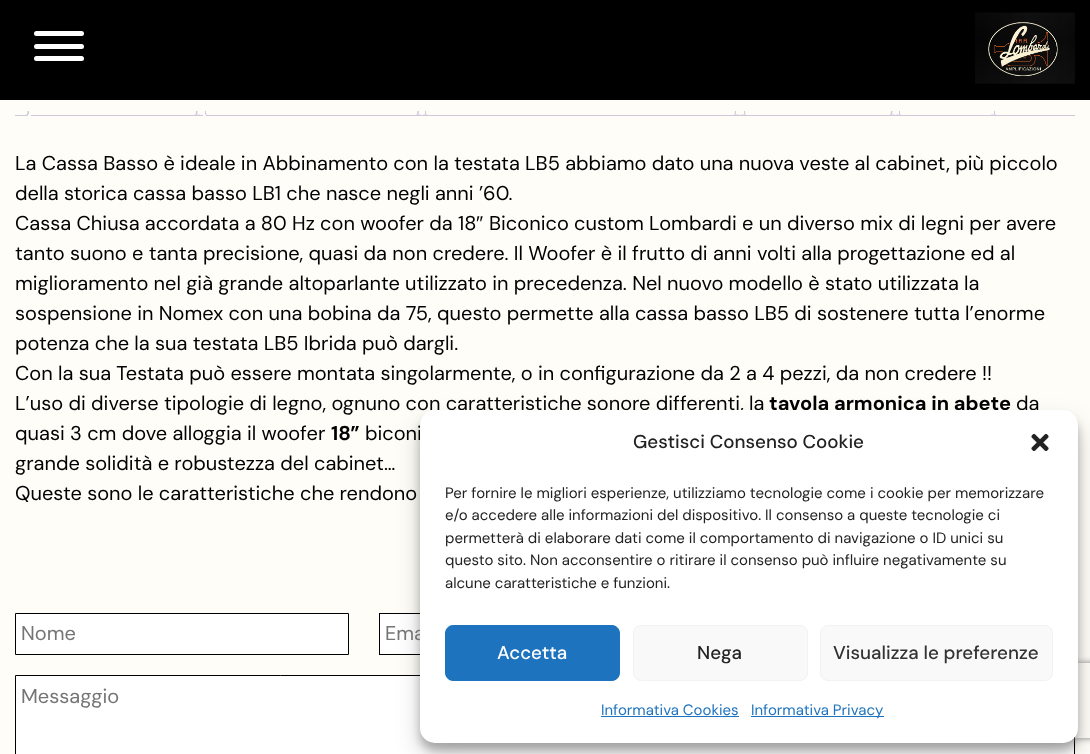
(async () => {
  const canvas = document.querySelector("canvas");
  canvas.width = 1090;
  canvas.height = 754;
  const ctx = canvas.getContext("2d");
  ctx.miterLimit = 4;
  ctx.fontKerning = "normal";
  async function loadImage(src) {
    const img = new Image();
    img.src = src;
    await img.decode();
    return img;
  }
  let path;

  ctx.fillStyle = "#fffdf8";
  ctx.fillRect(0, 0, 1090, 754);
  ctx.fillStyle = "#000000";
  ctx.fillRect(0, 0, 1090, 100);
  ctx.fillStyle = "#ffffff";
  ctx.beginPath();
  ctx.roundRect(34, 56, 50, 5, 2.5);
  ctx.fill();
  ctx.beginPath();
  ctx.roundRect(34, 31, 50, 5, 2.5);
  ctx.fill();
  ctx.beginPath();
  ctx.roundRect(34, 44, 50, 5, 2.5);
  ctx.fill();
  ctx.drawImage(await loadImage("img/1.png"), 975, 12, 100, 72);
  ctx.save();
  ctx.beginPath();
  ctx.rect(15, 56, 1060, 60);
  ctx.clip();
  ctx.fillStyle = "#e9e6ed";
  path = new Path2D("M194 117.5V120C198 120 200 118 200 114H197.5C197 115.5 195.5 117 194 117.5Z");
  ctx.fill(path);
  ctx.fillStyle = "#cfc8d8";
  path = new Path2D("M191 111H197.5C197.5 115.5 195.5 117.5 191 117.5ZM191 111H196C196 115 195 116 191 116Z");
  ctx.fill(path, "evenodd");
  ctx.fillStyle = "#e9e6ed";
  path = new Path2D("M423 114C423 118 425 120 429 120V117.5C427 117 426 115.5 425 114Z");
  ctx.fill(path);
  ctx.fillStyle = "#cfc8d8";
  path = new Path2D("M425 111H431V117.5C428 117.5 425 116 425 112.5ZM426 111H431V116C429 116 426 115.5 426 112.5Z");
  ctx.fill(path, "evenodd");
  ctx.fillStyle = "#e9e6ed";
  path = new Path2D("M415 117.5V120C419 120 421 118 421 114H418.5C418 115.5 416.5 117 415 117.5Z");
  ctx.fill(path);
  ctx.fillStyle = "#cfc8d8";
  path = new Path2D("M412.5 111H419C419 115.5 417 117.5 412.5 117.5ZM412.5 111H417.5C417.5 115 416 116 412.5 116Z");
  ctx.fill(path, "evenodd");
  ctx.fillStyle = "#e9e6ed";
  path = new Path2D("M741 114C741 119 743.5 120 748 120V117.5C746 117 744.5 116 744 114Z");
  ctx.fill(path);
  ctx.fillStyle = "#cfc8d8";
  path = new Path2D("M744 111H750V117.5C747 117.5 744 116 744 112.5ZM745 111H750V116C747.5 116 745 115.5 745 112.5Z");
  ctx.fill(path, "evenodd");
  ctx.fillStyle = "#e9e6ed";
  path = new Path2D("M733 117V120C737 120 739 118 739 114H736C735.5 115.5 734.5 116.5 733 117Z");
  ctx.fill(path);
  ctx.fillStyle = "#cfc8d8";
  path = new Path2D("M730 111H736C736 115.5 734.5 117.5 730 117.5ZM730 111H735C735 115 733.5 116 730 116Z");
  ctx.fill(path, "evenodd");
  ctx.fillStyle = "#e9e6ed";
  path = new Path2D("M896 114C896 119 898.5 120 903 120V117.5C901 117 899.5 116 899 114Z");
  ctx.fill(path);
  ctx.fillStyle = "#cfc8d8";
  path = new Path2D("M899 111H905V117.5C902 117.5 899 116 899 112.5ZM900 111H905V116C902.5 116 900 115.5 900 112.5Z");
  ctx.fill(path, "evenodd");
  ctx.fillStyle = "#e9e6ed";
  path = new Path2D("M889 117.5V120C893 120 895 118 895 114H892.5C892 115.5 890.5 117 889 117.5Z");
  ctx.fill(path);
  ctx.fillStyle = "#cfc8d8";
  path = new Path2D("M886 111H892.5C892.5 115.5 890.5 117.5 886 117.5ZM886 111H891C891 115 890 116 886 116Z");
  ctx.fill(path, "evenodd");
  ctx.fillStyle = "#e9e6ed";
  path = new Path2D("M991 114C991 119 993.5 120 998 120V117.5C996 117 994.5 116 994 114Z");
  ctx.fill(path);
  ctx.fillStyle = "#cfc8d8";
  path = new Path2D("M994 111H1000V117.5C997 117.5 994 116 994 112.5ZM995 111H1000V116C997.5 116 995 115.5 995 112.5Z");
  ctx.fill(path, "evenodd");
  ctx.restore();
  ctx.fillStyle = "#cfc8d8";
  ctx.fillRect(15, 115, 1060, 1);
  ctx.save();
  ctx.beginPath();
  ctx.rect(15, 56, 1060, 60);
  ctx.clip();
  ctx.fillStyle = "#ffffff";
  path = new Path2D("M25 117.5V120C29 120 31 118 31 114H28.5C28 115.5 26.5 117 25 117.5Z");
  ctx.fill(path);
  ctx.fillStyle = "#cfc8d8";
  path = new Path2D("M22.5 111H29C29 115.5 27 117.5 22.5 117.5ZM22.5 111H27.5C27.5 115 26 116 22.5 116Z");
  ctx.fill(path, "evenodd");
  ctx.fillStyle = "#ffffff";
  path = new Path2D("M203 114C203 118 205 120 209 120V117.5C207 117 206 115.5 205 114Z");
  ctx.fill(path);
  ctx.fillStyle = "#cfc8d8";
  path = new Path2D("M205 111H211V117.5C208 117.5 205 116 205 112.5ZM206 111H211V116C209 116 206 115.5 206 112.5Z");
  ctx.fill(path, "evenodd");
  ctx.restore();
  ctx.fillStyle = "#ffffff";
  ctx.beginPath();
  ctx.rect(15.5, 613.5, 333, 41);
  ctx.fill();
  ctx.strokeStyle = "#000000";
  ctx.stroke();
  ctx.fillRect(380, 614, 40, 40);
  ctx.strokeRect(379.5, 613.5, 331, 41);
  ctx.beginPath();
  ctx.rect(15.5, 675.5, 1059, 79);
  ctx.fill();
  ctx.stroke();
  ctx.fillStyle = "rgba(0, 0, 0, 0.23)";
  ctx.filter = "blur(4px)";
  ctx.beginPath();
  ctx.roundRect(420, 418, 658, 332, 15);
  ctx.fill();
  ctx.filter = "none";
  ctx.fillStyle = "rgba(0, 0, 0, 0.19)";
  ctx.filter = "blur(12.5px)";
  ctx.beginPath();
  ctx.roundRect(420, 423, 658, 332, 15);
  ctx.fill();
  ctx.filter = "none";
  ctx.save();
  path = new Path2D("M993 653H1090V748H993ZM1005.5 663H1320.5C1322 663 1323 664 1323 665.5V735.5C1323 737 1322 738 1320.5 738H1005.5C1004 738 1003 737 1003 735.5V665.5C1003 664 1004 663 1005.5 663Z");
  ctx.clip(path, "evenodd");
  ctx.fillStyle = "#808080";
  ctx.filter = "blur(3px)";
  ctx.beginPath();
  ctx.roundRect(1003, 663, 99, 75, 2.5);
  ctx.fill();
  ctx.filter = "none";
  ctx.restore();
  ctx.font = "20px DM Sans";
  ctx.fillStyle = "#000000";
  for (const [text, x, y] of [
    ["La Cassa Basso è ideale in Abbinamento con la testata LB5 abbiamo dato una nuova veste al cabinet, più piccolo", 15, 170],
    ["della storica cassa basso LB1 che nasce negli anni ’60.", 15, 200],
    ["Cassa Chiusa accordata a 80 Hz con woofer da 18", 15, 230],
  ]) {
    ctx.fillText(text, x, y);
  }
  ctx.font = "20px Liberation Sans";
  ctx.fillText("″", 476, 230);
  ctx.font = "20px DM Sans";
  for (const [text, x, y] of [
    ["Biconico custom Lombardi e un diverso mix di legni per avere", 489, 230],
    ["tanto suono e tanta precisione, quasi da non credere. Il Woofer è il frutto di anni volti alla progettazione ed al", 15, 260],
    ["miglioramento nel già grande altoparlante utilizzato in precedenza. Nel nuovo modello è stato utilizzata la", 15, 290],
    ["sospensione in Nomex con una bobina da 75, questo permette alla cassa basso LB5 di sostenere tutta l’enorme", 15, 320],
    ["potenza che la sua testata LB5 Ibrida può dargli.", 15, 350],
    ["Con la sua Testata può essere montata singolarmente, o in configurazione da 2 a 4 pezzi, da non credere !!", 15, 380],
    ["L’uso di diverse tipologie di legno, ognuno con caratteristiche sonore differenti, la", 15, 410],
  ]) {
    ctx.fillText(text, x, y);
  }
  ctx.font = "bold 20px DM Sans";
  ctx.fillText("tavola armonica in abete", 769, 410);
  ctx.font = "20px DM Sans";
  ctx.fillText("da", 1016, 410);
  ctx.fillText("quasi 3 cm dove alloggia il woofer", 15, 440);
  ctx.font = "bold 20px DM Sans";
  ctx.fillText("18”", 331, 440);
  ctx.font = "20px DM Sans";
  for (const [text, x, y] of [
    ["biconi", 365, 440],
    ["grande solidità e robustezza del cabinet…", 15, 470],
    ["Queste sono le caratteristiche che rendono", 15, 500],
  ]) {
    ctx.fillText(text, x, y);
  }
  ctx.fillStyle = "#757575";
  for (const [text, x, y] of [
    ["Nome", 21, 640],
    ["Ema", 385, 640],
    ["Messaggio", 21, 703],
  ]) {
    ctx.fillText(text, x, y);
  }
  ctx.fillStyle = "#ffffff";
  ctx.beginPath();
  ctx.roundRect(420, 410, 658, 333, 15);
  ctx.fill();
  ctx.font = "500 18.75px DM Sans";
  ctx.fillStyle = "#222222";
  ctx.fillText("Gestisci Consenso Cookie", 633, 448);
  ctx.drawImage(await loadImage("img/2.png"), 1031, 433, 18, 18);
  ctx.font = "15px DM Sans";
  for (const [text, x, y] of [
    ["Per fornire le migliori esperienze, utilizziamo tecnologie come i cookie per memorizzare", 445, 498],
    ["e/o accedere alle informazioni del dispositivo. Il consenso a queste tecnologie ci", 445, 520],
    ["permetterà di elaborare dati come il comportamento di navigazione o ID unici su", 445, 543],
    ["questo sito. Non acconsentire o ritirare il consenso può influire negativamente su", 445, 565],
    ["alcune caratteristiche e funzioni.", 445, 588],
  ]) {
    ctx.fillText(text, x, y);
  }
  ctx.fillStyle = "#1e73be";
  ctx.beginPath();
  ctx.roundRect(445.5, 625.5, 174, 55, 7.5);
  ctx.fill();
  ctx.strokeStyle = "#1e73be";
  ctx.stroke();
  ctx.font = "500 18.75px DM Sans";
  ctx.fillStyle = "#ffffff";
  ctx.fillText("Accetta", 497, 659);
  ctx.fillStyle = "#f9f9f9";
  ctx.beginPath();
  ctx.roundRect(633.5, 625.5, 174, 55, 7.5);
  ctx.fill();
  ctx.strokeStyle = "#f2f2f2";
  ctx.stroke();
  ctx.fillStyle = "#222222";
  ctx.fillText("Nega", 697, 659);
  ctx.fillStyle = "#f9f9f9";
  ctx.beginPath();
  ctx.roundRect(820.5, 625.5, 232, 55, 7.5);
  ctx.fill();
  ctx.stroke();
  ctx.fillStyle = "#333333";
  ctx.fillText("Visualizza le preferenze", 833, 659);
  ctx.font = "15px DM Sans";
  ctx.fillStyle = "#1e73be";
  ctx.fillText("Informativa Cookies", 601, 715);
  ctx.fillRect(601, 716, 138, 1);
  ctx.fillRect(751, 716, 133, 1);
  ctx.fillText("Informativa Privacy", 751, 715);
})();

------------------------

Your objective: Give the count of lines in the material containing "alla". The reply is that number alone.

Answer for this exercise: 2